July 25, 2013
Mackenzie whimbrels complete loop migration
VCU Rice Rivers Center collaborator: Center for Conservation Biology
By Bryan Watts
Scientists at The Center for Conservation Biology (CCB) and the Canadian Wildlife Service have tracked three whimbrels on a 15,000 mile (24,000 kilometer) loop migration from breeding grounds along the Mackenzie River in western Canada to wintering grounds in Brazil and back again using different routes. The route was broken up into four major flights including 1) from Mackenzie to the east coast of Canada, 2) from the Canadian coast to Brazil, 3) from Brazil to the Gulf of Mexico and 4) from the Gulf of Mexico to Mackenzie. Three of these segments were previously unknown migration routes.
The three birds named Mackenzie, Taglu and Pingo were originally marked by CCB and Canadian Wildlife Service staff on the breeding grounds along the Mackenzie River delta in far western Canada (Mackenzie was fitted with a transmitter recovered from Machi, a bird that was shot on Guadeloupe in September 2011). A fourth bird (Akpik) was tracked through three migration legs but its signal was lost in May on the coast of Mexico.

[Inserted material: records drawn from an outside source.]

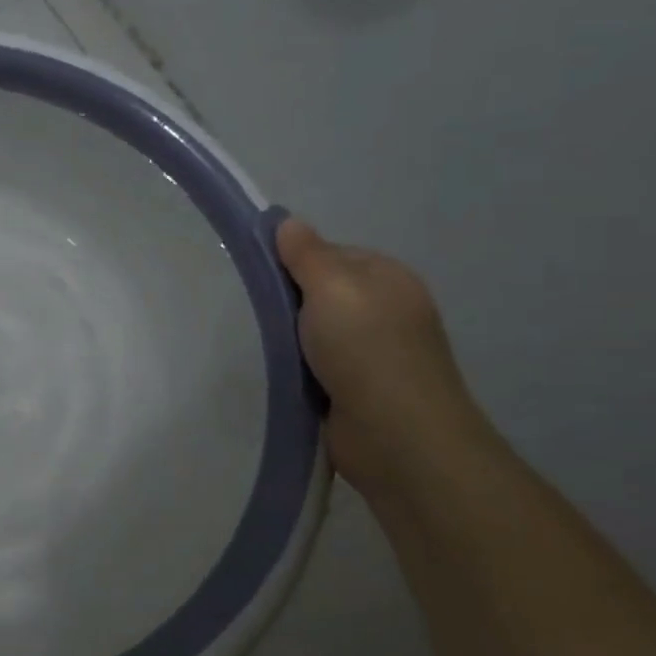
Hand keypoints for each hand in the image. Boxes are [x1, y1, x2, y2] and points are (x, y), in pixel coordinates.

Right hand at [274, 216, 484, 495]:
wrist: (396, 434)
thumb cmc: (365, 349)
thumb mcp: (332, 287)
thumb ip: (307, 254)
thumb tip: (287, 221)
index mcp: (388, 278)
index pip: (331, 254)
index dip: (295, 261)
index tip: (262, 276)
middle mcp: (386, 310)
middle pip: (322, 293)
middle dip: (291, 302)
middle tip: (258, 312)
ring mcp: (375, 352)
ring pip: (317, 331)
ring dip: (292, 339)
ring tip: (265, 346)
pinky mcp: (359, 388)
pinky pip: (318, 365)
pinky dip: (299, 368)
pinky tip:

The tracking data reveal the rigors of migration and identify staging areas important for the conservation of the species. In mid-July, the birds took a bold migration route flying 2,800 miles (4,500 kilometers) to the east coast of Canada to stage for two weeks before embarking on a marathon 4,300-mile (6,900-kilometer) flight out over the open ocean to the northern coast of Brazil. The birds spent more than seven months in the extensive tidal system of the Gulf of Maranhao before initiating their spring migration. The birds left their wintering grounds on a nonstop, 4,000-mile (6,400-kilometer) flight to the Gulf of Mexico, where they staged for three weeks before leaving for their final 3,000-mile (4,800-kilometer) journey to the breeding grounds. Along the way, Pingo stopped along the Platte River, a well-known staging area for the extinct Eskimo curlew.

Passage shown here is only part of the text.